Can Tho se trouve au cœur du delta du Mékong, à une altitude très faible (0,72 m en moyenne)3. Avec 1,2 million d’habitants en 2018, la ville est le pôle urbain principal du delta4. L’ensemble de son territoire est maillé de cours d’eau et canaux d’une longueur totale cumulée de 3 405 km. Sa faible altitude et l’omniprésence de l’eau expliquent les fréquentes inondations qui affectent la ville, particulièrement durant la saison des pluies. De surcroît, Can Tho connaît un phénomène de subsidence important, estimé à 17,1 mm par an de 1993 à 2013 (Takagi et al., 2016), qui, cumulé avec la montée du niveau de la mer, contribue à une aggravation des inondations. Dans le même temps, le phénomène d’érosion le long des cours d’eau et canaux prend une ampleur inquiétante au point de menacer d’effondrement certaines habitations.

La ville de Lao Cai, quant à elle, se trouve au cœur de la région montagneuse du Nord-Ouest du pays. Ville secondaire, elle compte environ 120 000 habitants et s’étend le long des berges du fleuve Rouge. Les crues sont importantes, et parfois très rapides, engendrant des inondations soudaines et une érosion des berges. La maîtrise des flux du fleuve est, en outre, peu aisée puisque Lao Cai se situe en position frontalière : en amont, la gestion du fleuve est assurée par la Chine, qui y a installé plusieurs barrages. Ainsi, un répondant du Département des Ressources Naturelles et de l’Environnement a évoqué un lâcher d’eau inattendu quelques années auparavant, qui avait conduit à un débordement du fleuve à Lao Cai, sans que les autorités vietnamiennes n’aient été prévenues. Il a assuré que, depuis, la coopération entre les autorités des deux côtés de la frontière était meilleure. Cette communication apparaît toutefois largement dépendante de l’état des relations géopolitiques entre les deux pays.

2. Limites administratives de Lao Cai (Gwenn Pulliat, 2020)

Face au risque d’inondation, les autorités des deux provinces de Lao Cai et de Can Tho développent une stratégie similaire : l’endiguement des fleuves, associé à un rehaussement des berges. À Lao Cai, le projet concerne à la fois le centre-ville, où la canalisation du fleuve est ancienne, et les franges urbaines en aval, en cours d’urbanisation. À Can Tho, la gestion des risques d’inondation et d’érosion s’inscrit plus largement dans l’aménagement du delta du Mékong.
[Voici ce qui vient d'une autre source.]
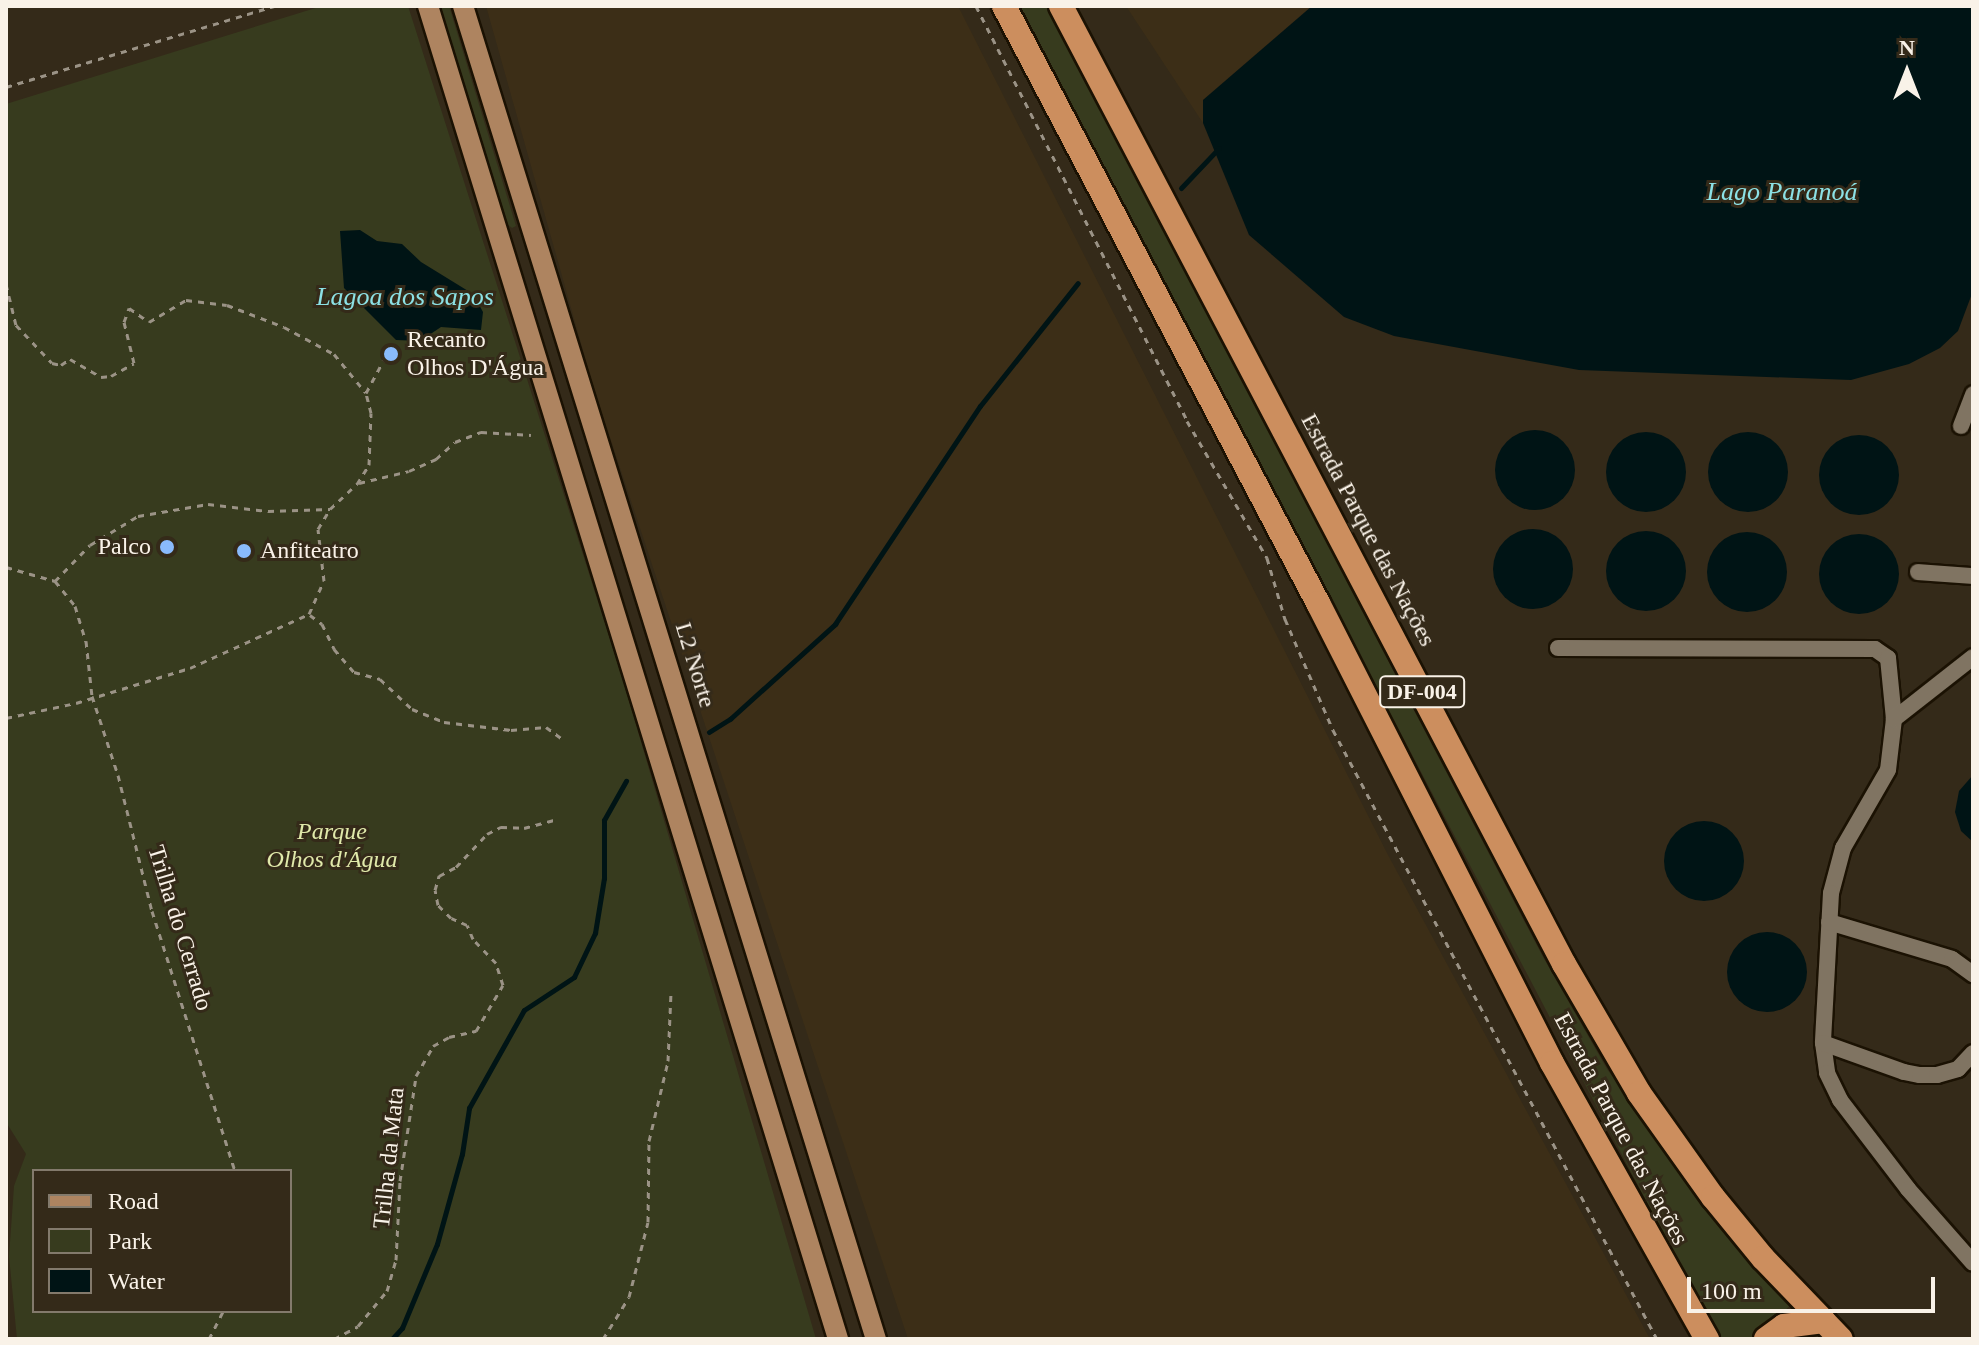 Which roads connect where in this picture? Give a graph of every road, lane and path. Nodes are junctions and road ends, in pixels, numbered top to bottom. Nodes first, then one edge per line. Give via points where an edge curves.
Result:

Si à l’échelle du delta, l’inondation est une ressource indispensable à l’agriculture et à la pisciculture, en milieu urbain dense elle est au contraire synonyme de dysfonctionnement et d’insécurité. C’est pourquoi la municipalité de Can Tho a fait le choix de développer des infrastructures de protection. Sur les 15 dernières années, la ville a rénové les principaux canaux, le lac urbain Bun Xang, le parc Luu Huu Phuoc, le réseau de digues et le système d’évacuation des eaux (Can Tho Resilience Office, 2019). Surtout, des projets d’envergure d’endiguement des berges des cours d’eau dans le centre-ville et en périphérie sont en cours de développement : ils permettent de canaliser l’eau et de rehausser les berges, mettant une distance accrue entre les zones urbaines et l’eau.

3. Tâche urbaine de l’agglomération de Can Tho et principaux canaux et cours d’eau de surface identifiés à partir d’une image satellitaire (Clara Jullien, 2020)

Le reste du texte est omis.